Para formular análisis, argumentaciones y propuestas consistentes, los personajes y acontecimientos políticos no deben considerarse aislados, para convertirse en el corto tiempo en meras anécdotas, sino dentro de un marco ordenador en el que los actores y hechos en consideración, sino convencen, puedan reemplazarse por otros, y eventualmente arribar a distintas conclusiones. Lo importante es reflexionar con un cerebro que Maquiavelo llamaba “bueno”, intermedio entre “excelente” e “inútil”, y evitar que, tras 42 años ininterrumpidos de democracia, las dirigencias sigan considerando a los ciudadanos más crédulos que inteligentes, a través de eslogans y discursos prefabricados vacíos de contenido basados en la hipocresía, que el diccionario define como “el fingimiento de cualidades, sentimientos o normas morales contrarias a las que se tienen y practican, con el fin de engañar, aparentar virtud o buscar aprobación”. Para ejemplificar este recurso se eligieron a los tres apellidos mencionados en el título.  

Adorni no es citado por las acusaciones de enriquecimiento que se encuentra en instancia judicial y a la fecha sin procesamiento, sino por haber comprometido como vocero presidencial en conferencia de prensa, con tono firme y mirando fijamente a los presentes, que en el gobierno se terminarían las prebendas y encubrimientos, en una sobreactuación innecesaria, pues evitarlo no depende de la buena fe de algunos, sino de normas y leyes que los políticos evitan implementar, o simulan ignorar (tema de próximas reflexiones). El hecho repite la hipocresía del ex presidente Alberto Fernández, cuando al inicio de la pandemia anunció por cadena nacional el aislamiento social estricto, y mirando fijamente a la cámara expresó: “Conmigo los vivos se terminaron”.

Pichetto, diputado nacional de 75 años, de personalidad atildada y alejado de escándalos mediáticos, ilustra a las hipocresías desde la óptica de una generación que ocupa cargos políticos durante décadas, y mantiene una estrategia que ha demostrado ser nefasta para el país, consistente en reiterar clásicos rejuntes electorales que acumulan otrora enemigos y permanentes oportunistas, bajo la óptica de “unirnos y perdonarnos en contra de (en este caso Milei), para alcanzar el poder”. En su patriada, Pichetto convoca entre otros, a Cristina Kirchner, no por ser penalmente inocente sino por contar según él con el 30% de los votos, a Massa, Moreno y Grabois, a los volubles Monzó y Massot, pide perdón al “Gringo” Castro del Movimiento Evita por mencionarlo como manipulador de pobres, y posterga sus críticas a la Iglesia Católica por avalar la doctrina del “pobrismo”. En su acopio olvida al ex presidente Alberto Fernández. Esta estrategia produce dos constataciones 1) bajo el principio de que un apoyo político equivale a un cargo, se crean estructuras burocráticas inútiles o sobredimensionadas, que se expanden luego en cargos menores y nepotismos. (tema para una próxima reflexión). 2) según muestran los antecedentes de los acuerdistas de ocasión, en los rejuntes las categorizaciones de derecha, centro e izquierda no entran en debate. 

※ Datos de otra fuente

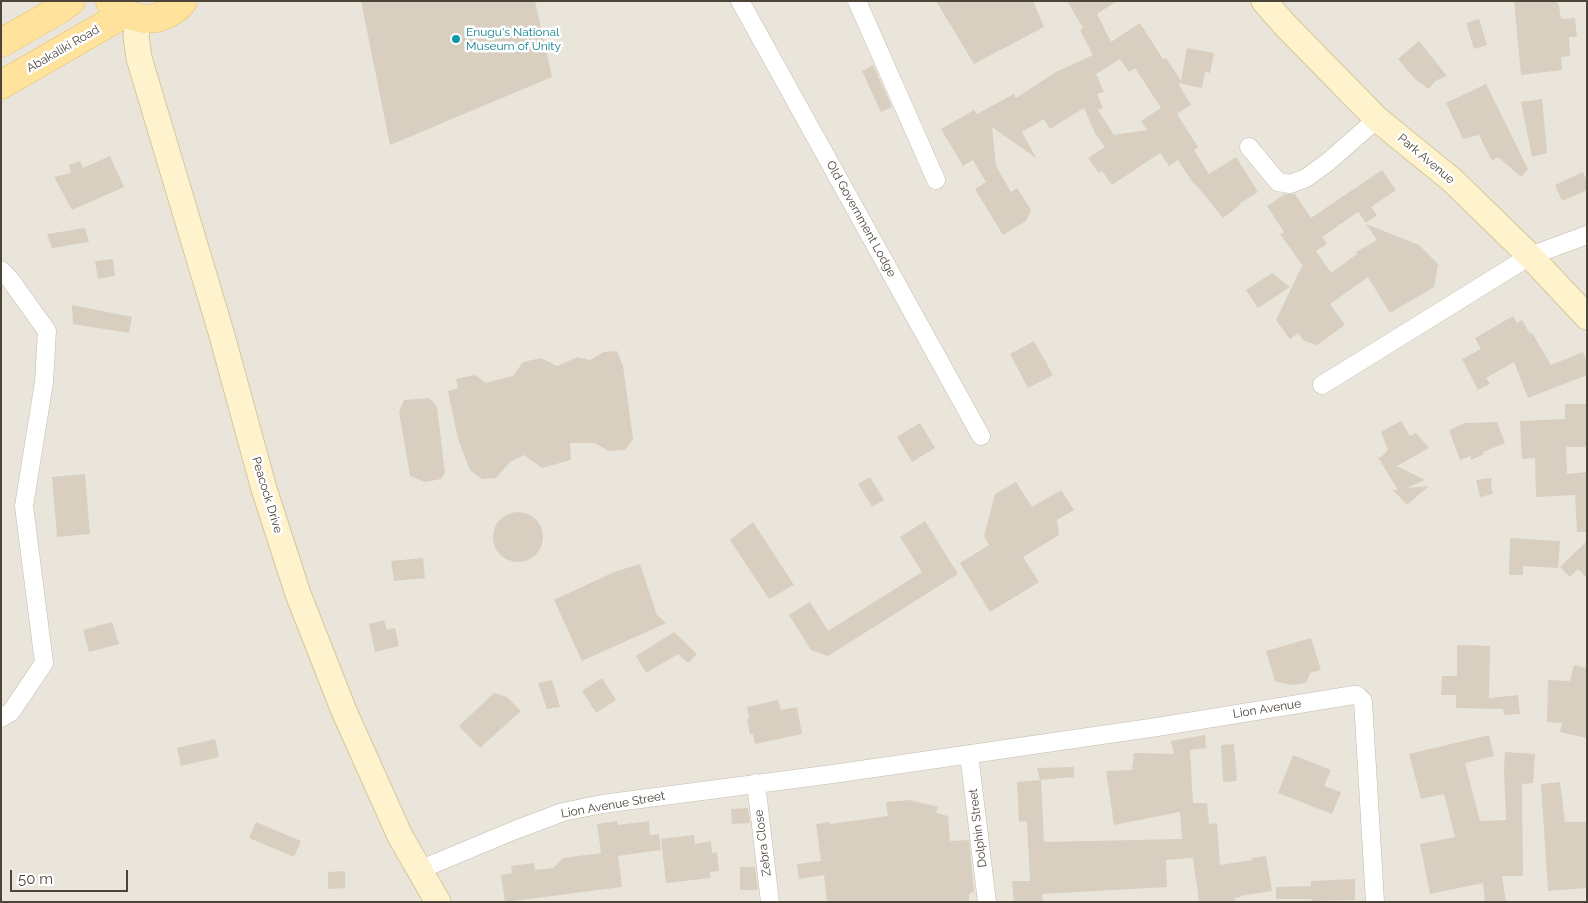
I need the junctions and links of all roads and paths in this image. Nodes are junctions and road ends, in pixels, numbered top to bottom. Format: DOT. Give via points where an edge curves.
graph roads {
  1 [pos="71,1"];
  2 [pos="183,1"];
  3 [pos="740,1"];
  4 [pos="857,1"];
  5 [pos="1264,1"];
  6 [pos="124,11"];
  7 [pos="1,43"];
  8 [pos="1,84"];
  9 [pos="1377,119"];
  10 [pos="1249,147"];
  11 [pos="936,180"];
  12 [pos="1587,235"];
  13 [pos="1530,256"];
  14 [pos="1,270"];
  15 [pos="1587,317"];
  16 [pos="1322,385"];
  17 [pos="981,436"];
  18 [pos="1,718"];
  19 [pos="970,754"];
  20 [pos="756,783"];
  21 [pos="420,870"];
  22 [pos="438,902"];
  23 [pos="770,902"];
  24 [pos="987,902"];
  25 [pos="1375,902"];
  1 -- 7 [label="main road"];
  2 -- 6 [label="main road" via="177,8 156,18 144,19"];
  3 -- 17 [label="street, Old Government Lodge"];
  4 -- 11 [label="street"];
  5 -- 9 [label="street, Park Avenue"];
  6 -- 8 [label="main road, Abakaliki Road"];
  6 -- 21 [label="street, Peacock Drive" via="221,332 264,489 298,594 344,712 400,836"];
  9 -- 10 [label="street" via="1328,162 1306,178 1290,184 1278,182"];
  9 -- 13 [label="street, Park Avenue" via="1452,180"];
  12 -- 13 [label="street"];
  13 -- 15 [label="street, Park Avenue"];
  13 -- 16 [label="street"];
  14 -- 18 [label="street" via="47,331 44,382 24,506 44,663 11,712"];
  19 -- 20 [label="street, Lion Avenue Street"];
  19 -- 24 [label="street, Dolphin Street"];
  19 -- 25 [label="street, Lion Avenue" via="1357,695 1363,702"];
  20 -- 21 [label="street, Lion Avenue Street" via="563,812"];
  20 -- 23 [label="street, Zebra Close"];
  21 -- 22 [label="street, Peacock Drive"];
}
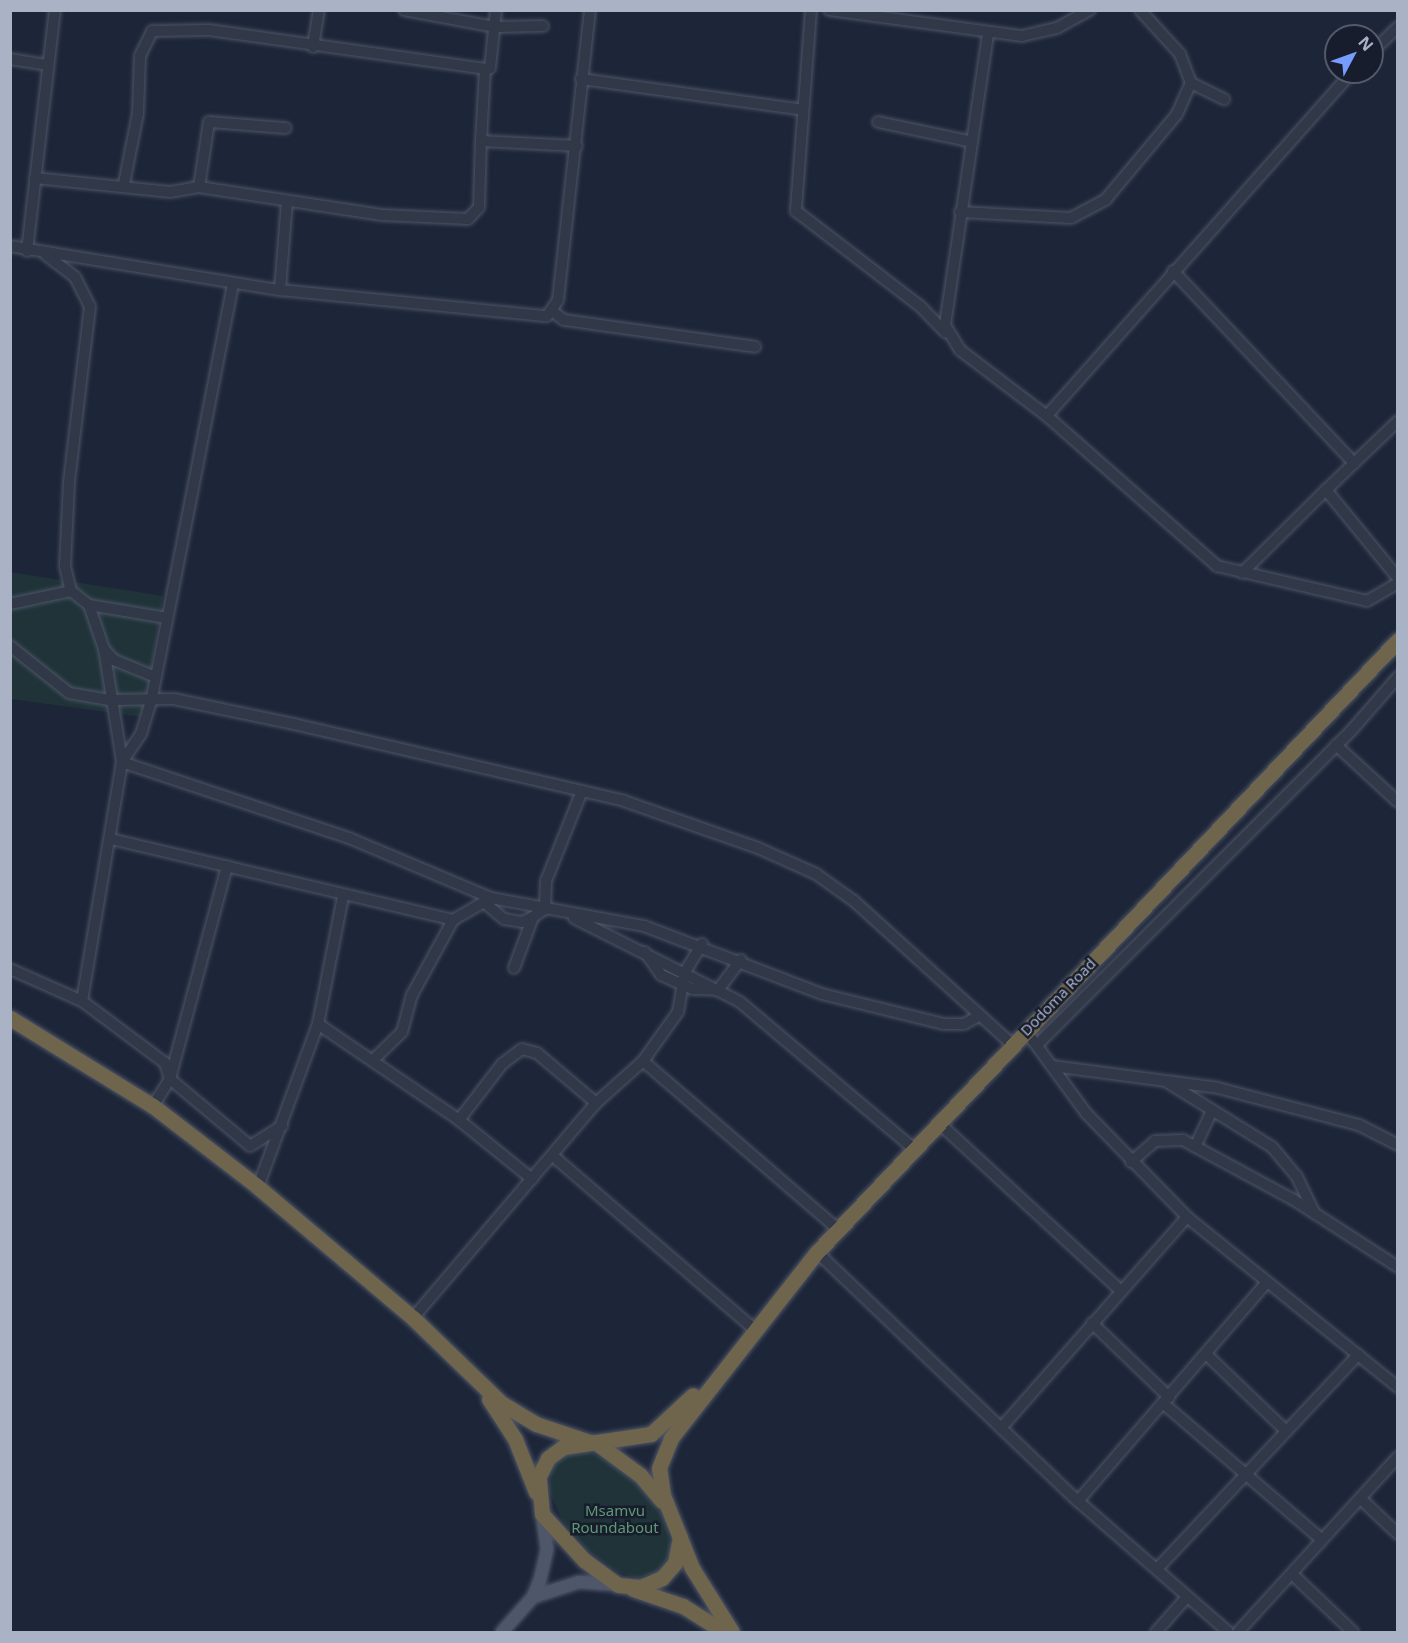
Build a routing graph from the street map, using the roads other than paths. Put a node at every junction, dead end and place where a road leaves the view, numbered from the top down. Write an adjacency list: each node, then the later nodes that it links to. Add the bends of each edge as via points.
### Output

Marcela Pagano, legisladora y periodista de 40 años, es ejemplo de que una renovación generacional, por sí misma no asegura cambios de usos y costumbres políticas, y menos aún estructurales, en especial en un país con fuertes nepotismos. Pagano ingresó a la banca por la Libertad Avanza, y se transformó en una feroz opositora al gobierno, a través de operaciones y denuncias contra los principales funcionarios que rodean a Milei, apelando a la hipocresía al decir que lo hace para proteger al presidente. Como suele suceder entre mafias, las denuncias invocan combatir a la corrupción, pero solo la del enemigo. Ello se demostró en la operación de repatriación del gendarme Nahuel Gallo que mediáticamente encabezara Pagano, que contó con el apoyo logístico de transporte aéreo nada menos que del presidente y “honesto administrador de la AFA”, Claudio Tapia. El caso replantea a futuro el desgastado debate respecto a quien pertenece las bancas cuando se accede por listas sábana, y se abandona la representación surgida del voto popular. 

En estos ejemplos no se habla de moral y ética, porque en estas condiciones sería pecar de hipócrita. Nuevamente habrá que recurrir a Maquiavelo para definir perfiles, con su definición de mercenarios: “son ambiciosos, desleales, no tienen disciplina, como no tienen temor de Dios ni buena fe con los hombres”. En el entrenamiento para detectar incongruencias y falacias en el discurso político, también deberá incluirse a los mercenarios electorales.